Exercise instructions: Set down every entry again exactly as it stands below.

Start of Extracted data

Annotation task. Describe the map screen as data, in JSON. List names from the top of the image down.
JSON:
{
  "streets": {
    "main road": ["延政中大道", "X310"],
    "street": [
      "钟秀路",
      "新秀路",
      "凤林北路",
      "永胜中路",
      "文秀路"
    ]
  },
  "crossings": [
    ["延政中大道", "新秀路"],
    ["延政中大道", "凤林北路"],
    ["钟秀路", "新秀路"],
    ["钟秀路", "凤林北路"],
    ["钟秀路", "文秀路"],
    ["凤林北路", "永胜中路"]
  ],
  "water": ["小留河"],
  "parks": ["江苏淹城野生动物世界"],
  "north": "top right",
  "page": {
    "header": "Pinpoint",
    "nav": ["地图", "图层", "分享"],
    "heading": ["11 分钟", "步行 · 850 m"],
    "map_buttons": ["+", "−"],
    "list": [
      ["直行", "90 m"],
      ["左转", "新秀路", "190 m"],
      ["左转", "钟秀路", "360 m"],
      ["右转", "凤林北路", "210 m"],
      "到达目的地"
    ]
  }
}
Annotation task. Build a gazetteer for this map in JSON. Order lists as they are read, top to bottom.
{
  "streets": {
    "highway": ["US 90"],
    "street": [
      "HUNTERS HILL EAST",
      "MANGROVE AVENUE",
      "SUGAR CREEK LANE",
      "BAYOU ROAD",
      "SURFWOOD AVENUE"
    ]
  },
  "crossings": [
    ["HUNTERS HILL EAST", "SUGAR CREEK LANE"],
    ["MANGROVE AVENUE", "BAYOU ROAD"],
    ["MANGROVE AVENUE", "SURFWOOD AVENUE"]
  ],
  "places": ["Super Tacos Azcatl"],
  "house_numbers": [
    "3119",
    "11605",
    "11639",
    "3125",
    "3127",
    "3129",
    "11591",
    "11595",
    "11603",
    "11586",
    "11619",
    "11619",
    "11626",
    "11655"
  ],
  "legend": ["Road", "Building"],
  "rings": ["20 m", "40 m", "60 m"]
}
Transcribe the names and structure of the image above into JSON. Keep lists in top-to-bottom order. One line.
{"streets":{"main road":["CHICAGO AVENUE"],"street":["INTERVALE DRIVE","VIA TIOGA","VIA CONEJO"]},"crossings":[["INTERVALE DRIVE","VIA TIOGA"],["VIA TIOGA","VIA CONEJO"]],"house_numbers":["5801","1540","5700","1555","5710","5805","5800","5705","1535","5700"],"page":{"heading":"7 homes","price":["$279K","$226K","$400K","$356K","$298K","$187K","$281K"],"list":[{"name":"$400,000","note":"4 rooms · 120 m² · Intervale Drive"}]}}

End of Extracted data

Exercise response:
Annotation task. Describe the map screen as data, in JSON. List names from the top of the image down.
JSON:
{
  "streets": {
    "main road": ["延政中大道", "X310"],
    "street": [
      "钟秀路",
      "新秀路",
      "凤林北路",
      "永胜中路",
      "文秀路"
    ]
  },
  "crossings": [
    ["延政中大道", "新秀路"],
    ["延政中大道", "凤林北路"],
    ["钟秀路", "新秀路"],
    ["钟秀路", "凤林北路"],
    ["钟秀路", "文秀路"],
    ["凤林北路", "永胜中路"]
  ],
  "water": ["小留河"],
  "parks": ["江苏淹城野生动物世界"],
  "north": "top right",
  "page": {
    "header": "Pinpoint",
    "nav": ["地图", "图层", "分享"],
    "heading": ["11 分钟", "步行 · 850 m"],
    "map_buttons": ["+", "−"],
    "list": [
      ["直行", "90 m"],
      ["左转", "新秀路", "190 m"],
      ["左转", "钟秀路", "360 m"],
      ["右转", "凤林北路", "210 m"],
      "到达目的地"
    ]
  }
}
Annotation task. Build a gazetteer for this map in JSON. Order lists as they are read, top to bottom.
{
  "streets": {
    "highway": ["US 90"],
    "street": [
      "HUNTERS HILL EAST",
      "MANGROVE AVENUE",
      "SUGAR CREEK LANE",
      "BAYOU ROAD",
      "SURFWOOD AVENUE"
    ]
  },
  "crossings": [
    ["HUNTERS HILL EAST", "SUGAR CREEK LANE"],
    ["MANGROVE AVENUE", "BAYOU ROAD"],
    ["MANGROVE AVENUE", "SURFWOOD AVENUE"]
  ],
  "places": ["Super Tacos Azcatl"],
  "house_numbers": [
    "3119",
    "11605",
    "11639",
    "3125",
    "3127",
    "3129",
    "11591",
    "11595",
    "11603",
    "11586",
    "11619",
    "11619",
    "11626",
    "11655"
  ],
  "legend": ["Road", "Building"],
  "rings": ["20 m", "40 m", "60 m"]
}
Transcribe the names and structure of the image above into JSON. Keep lists in top-to-bottom order. One line.
{"streets":{"main road":["CHICAGO AVENUE"],"street":["INTERVALE DRIVE","VIA TIOGA","VIA CONEJO"]},"crossings":[["INTERVALE DRIVE","VIA TIOGA"],["VIA TIOGA","VIA CONEJO"]],"house_numbers":["5801","1540","5700","1555","5710","5805","5800","5705","1535","5700"],"page":{"heading":"7 homes","price":["$279K","$226K","$400K","$356K","$298K","$187K","$281K"],"list":[{"name":"$400,000","note":"4 rooms · 120 m² · Intervale Drive"}]}}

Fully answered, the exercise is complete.